Use HTTPS or https://localhost and click Start once to unlock audio.
- Chrome / Edge (desktop) – full WebAudio + camera support; best iframe stability.
- Firefox – reliable; may need an extra click in iframes.
- Safari 16+ – HTTPS only; user gesture required; limited iframe camera access.
- Mobile (Android / iOS) – slower tracking, rotation quirks, stricter permissions.
- Older (< 2022) – missing WebAudio or MediaPipe WASM.
- Privacy browsers (Brave / Vivaldi) – may silently block camera or WASM threads.
- Incognito modes – often prevent persistent camera access.
Tip: Refresh after granting permission; use stable Wi-Fi;
avoid nested iframes lacking allow="camera; microphone; autoplay".
The Details
We can download and run the code above on our local machine.

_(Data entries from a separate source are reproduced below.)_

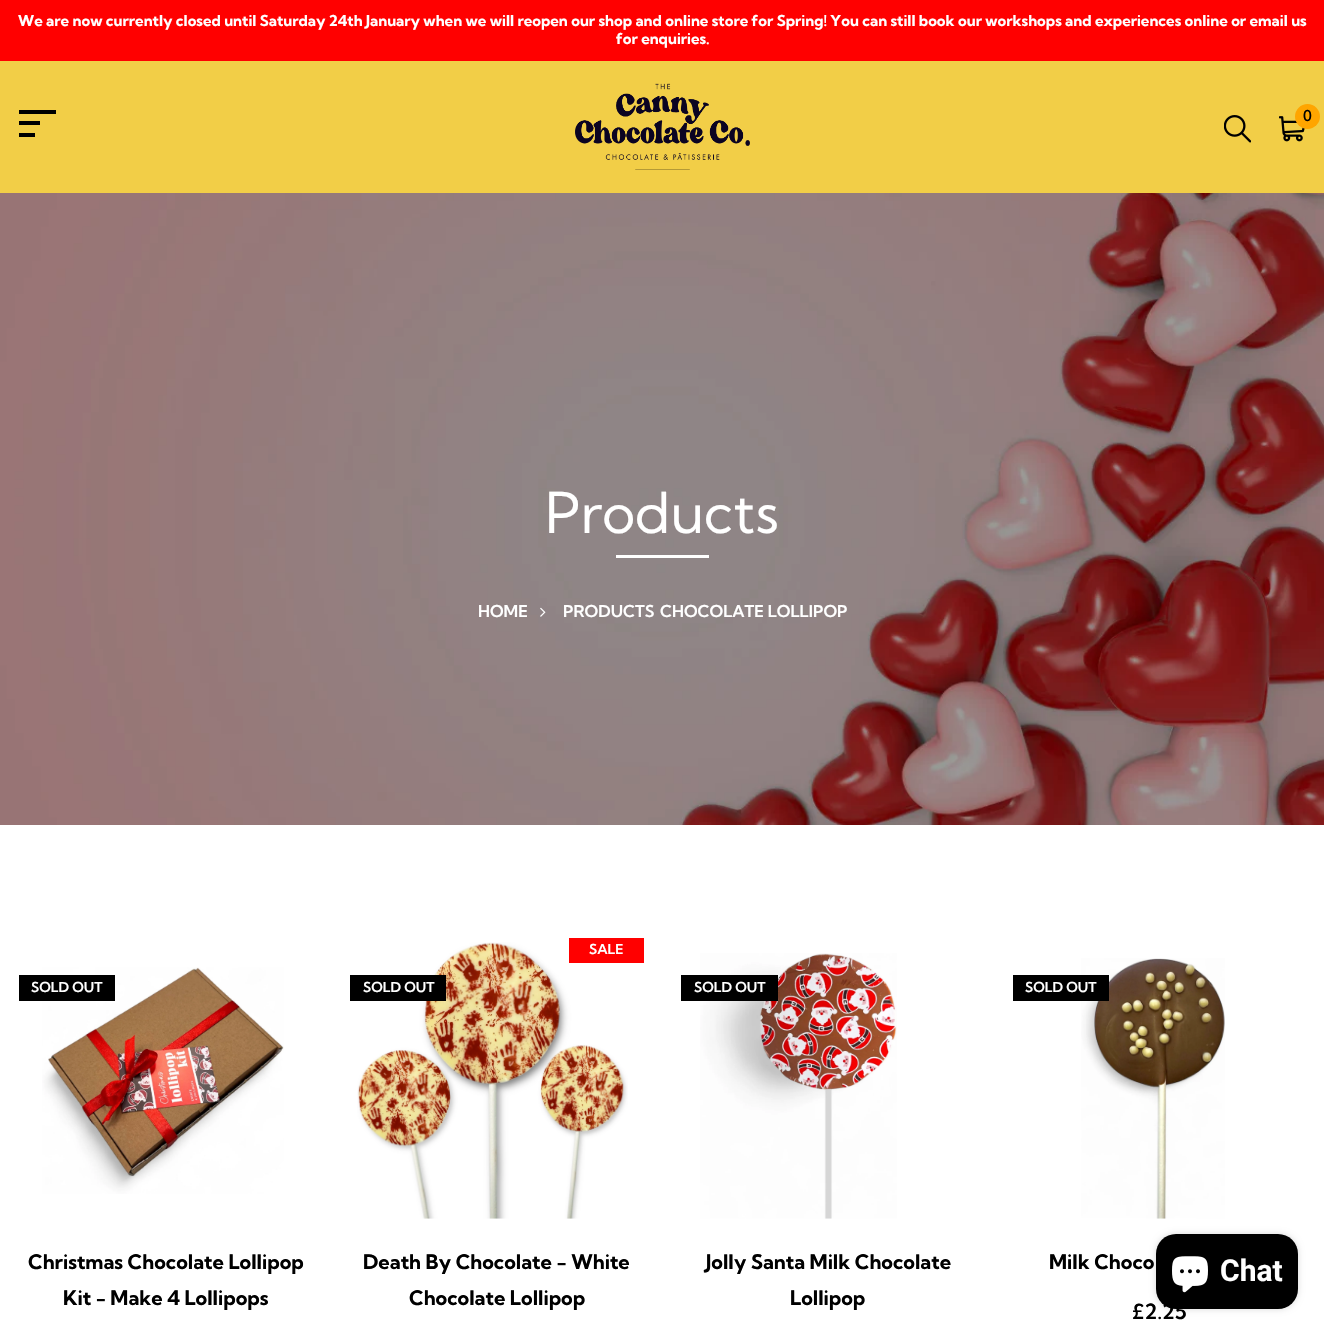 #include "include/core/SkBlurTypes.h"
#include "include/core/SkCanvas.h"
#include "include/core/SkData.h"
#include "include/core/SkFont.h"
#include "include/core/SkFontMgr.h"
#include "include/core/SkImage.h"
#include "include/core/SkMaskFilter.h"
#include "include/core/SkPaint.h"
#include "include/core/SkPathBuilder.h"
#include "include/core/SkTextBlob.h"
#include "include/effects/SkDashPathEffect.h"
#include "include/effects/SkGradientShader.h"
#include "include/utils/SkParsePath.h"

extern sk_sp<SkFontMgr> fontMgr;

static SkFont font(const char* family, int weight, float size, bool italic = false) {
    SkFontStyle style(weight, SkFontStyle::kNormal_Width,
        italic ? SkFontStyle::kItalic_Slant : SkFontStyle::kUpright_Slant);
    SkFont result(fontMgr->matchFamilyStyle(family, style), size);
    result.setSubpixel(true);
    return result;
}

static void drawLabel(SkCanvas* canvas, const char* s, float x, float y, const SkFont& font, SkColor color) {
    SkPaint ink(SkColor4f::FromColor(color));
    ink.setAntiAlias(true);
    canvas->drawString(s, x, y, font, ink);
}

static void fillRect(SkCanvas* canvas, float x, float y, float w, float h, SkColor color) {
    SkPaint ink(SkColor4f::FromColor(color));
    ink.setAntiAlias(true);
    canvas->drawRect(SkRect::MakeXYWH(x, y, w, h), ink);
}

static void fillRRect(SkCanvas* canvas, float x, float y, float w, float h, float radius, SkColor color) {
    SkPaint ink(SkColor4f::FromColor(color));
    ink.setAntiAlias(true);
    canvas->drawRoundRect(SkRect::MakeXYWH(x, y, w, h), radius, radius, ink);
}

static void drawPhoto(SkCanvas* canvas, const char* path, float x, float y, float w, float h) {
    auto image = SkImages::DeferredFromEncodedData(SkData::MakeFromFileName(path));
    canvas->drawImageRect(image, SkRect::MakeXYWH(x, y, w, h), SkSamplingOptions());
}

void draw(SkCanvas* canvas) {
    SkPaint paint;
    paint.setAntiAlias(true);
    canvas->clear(0xFFFFFFFF);
    fillRect(canvas, 0, 0, 1324, 61, 0xFFFF0000);
    SkFont font1 = font("Kumbh Sans", 700, 15);
    drawLabel(canvas, "We are now currently closed until Saturday 24th January when we will reopen our shop and online store for Spring! You can still book our workshops and experiences online or email us", 18, 26, font1, 0xFFFFFFFF);
    drawLabel(canvas, "for enquiries.", 616, 44, font1, 0xFFFFFFFF);
    fillRect(canvas, 0, 61, 1324, 132, 0xFFF2CE47);
    fillRect(canvas, 19, 110, 37, 4, 0xFF000000);
    fillRect(canvas, 19, 121, 21, 4, 0xFF000000);
    fillRect(canvas, 19, 133, 16, 4, 0xFF000000);
    drawPhoto(canvas, "assets/img1.png", 575, 83, 175, 87);
    drawPhoto(canvas, "assets/img2.png", 1224, 115, 27, 28);
    drawPhoto(canvas, "assets/img3.png", 1279, 116, 26, 26);
    paint.setColor(0xFFFFA500);
    canvas->drawCircle(1307.5f, 116.5f, 12.5f, paint);
    SkFont font2 = font("Kumbh Sans", 500, 15);
    drawLabel(canvas, "0", 1303, 121, font2, 0xFF000000);
    drawPhoto(canvas, "assets/img4.png", 0, 193, 1324, 632);
    SkFont font3 = font("Kumbh Sans", 400, 56.25f);
    drawLabel(canvas, "Products", 545, 533, font3, 0xFFFFFFFF);
    fillRect(canvas, 616, 555, 93, 3, 0xFFFFFFFF);
    SkFont font4 = font("Kumbh Sans", 600, 16.25f);
    drawLabel(canvas, "HOME", 478, 617, font4, 0xFFFFFFFF);
    drawPhoto(canvas, "assets/img5.png", 540, 607, 6, 10);
    drawLabel(canvas, "PRODUCTS", 563, 617, font4, 0xFFFFFFFF);
    drawLabel(canvas, "CHOCOLATE LOLLIPOP", 660, 617, font4, 0xFFFFFFFF);
    drawPhoto(canvas, "assets/img6.png", 42, 967, 242, 227);
    fillRect(canvas, 19, 975, 96, 26, 0xFF000000);
    SkFont font5 = font("Kumbh Sans", 600, 13.75f);
    drawLabel(canvas, "SOLD OUT", 31, 992, font5, 0xFFFFFFFF);
    SkFont font6 = font("Kumbh Sans", 700, 20);
    drawLabel(canvas, "Christmas Chocolate Lollipop", 28, 1269, font6, 0xFF000000);
    drawLabel(canvas, "Kit - Make 4 Lollipops", 63, 1305, font6, 0xFF000000);
    drawPhoto(canvas, "assets/img7.png", 357, 942, 271, 277);
    fillRect(canvas, 569, 938, 75, 25, 0xFFFF0000);
    drawLabel(canvas, "SALE", 589, 954, font5, 0xFFFFFFFF);
    fillRect(canvas, 350, 975, 96, 26, 0xFF000000);
    drawLabel(canvas, "SOLD OUT", 363, 992, font5, 0xFFFFFFFF);
    drawLabel(canvas, "Death By Chocolate - White", 363, 1269, font6, 0xFF000000);
    drawLabel(canvas, "Chocolate Lollipop", 409, 1305, font6, 0xFF000000);
    drawPhoto(canvas, "assets/img8.png", 700, 953, 197, 266);
    fillRect(canvas, 681, 975, 97, 26, 0xFF000000);
    drawLabel(canvas, "SOLD OUT", 694, 992, font5, 0xFFFFFFFF);
    drawLabel(canvas, "Jolly Santa Milk Chocolate", 706, 1269, font6, 0xFF000000);
    drawLabel(canvas, "Lollipop", 790, 1305, font6, 0xFF000000);
    drawPhoto(canvas, "assets/img9.png", 1081, 958, 144, 261);
    fillRect(canvas, 1013, 975, 96, 26, 0xFF000000);
    drawLabel(canvas, "SOLD OUT", 1025, 992, font5, 0xFFFFFFFF);
    drawLabel(canvas, "Milk Choco", 1049, 1269, font6, 0xFF000000);
    SkFont font7 = font("Kumbh Sans", 600, 21);
    drawLabel(canvas, "£2.25", 1132, 1319, font7, 0xFF000000);
    paint.setColor(0x26000000);
    paint.setMaskFilter(SkMaskFilter::MakeBlur(kNormal_SkBlurStyle, 3));
    canvas->drawRoundRect(SkRect::MakeXYWH(1156, 1234, 142, 75), 20, 20, paint);
    paint.setMaskFilter(nullptr);
    fillRRect(canvas, 1156, 1234, 142, 75, 20, 0xFF000000);
    drawPhoto(canvas, "assets/img10.png", 1172, 1256, 36, 37);
    SkFont font8 = font("Roboto", 700, 30);
    drawLabel(canvas, "Chat", 1220, 1281, font8, 0xFFFFFFFF);
}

This allows us to edit and adjust it as needed:
Save this HTML File by right-clicking and select save as.
- Open the downloaded file with a browser to make sure it is running smoothly on your machine.
An internet connection is necessary for running the file, since it needs to access MediaPipe.
Open the HTML file in your editor of choice to understand and edit.
Signal Flow
The program can be divided into three conceptual blocks:
Vision tracking - The webcam feed is analyzed by the MediaPipe Hands model.
Mapping - These extracted values are scaled through the function
mapXY().Sound synthesis - A WebAudio synthesizer is controlled with the scaled values.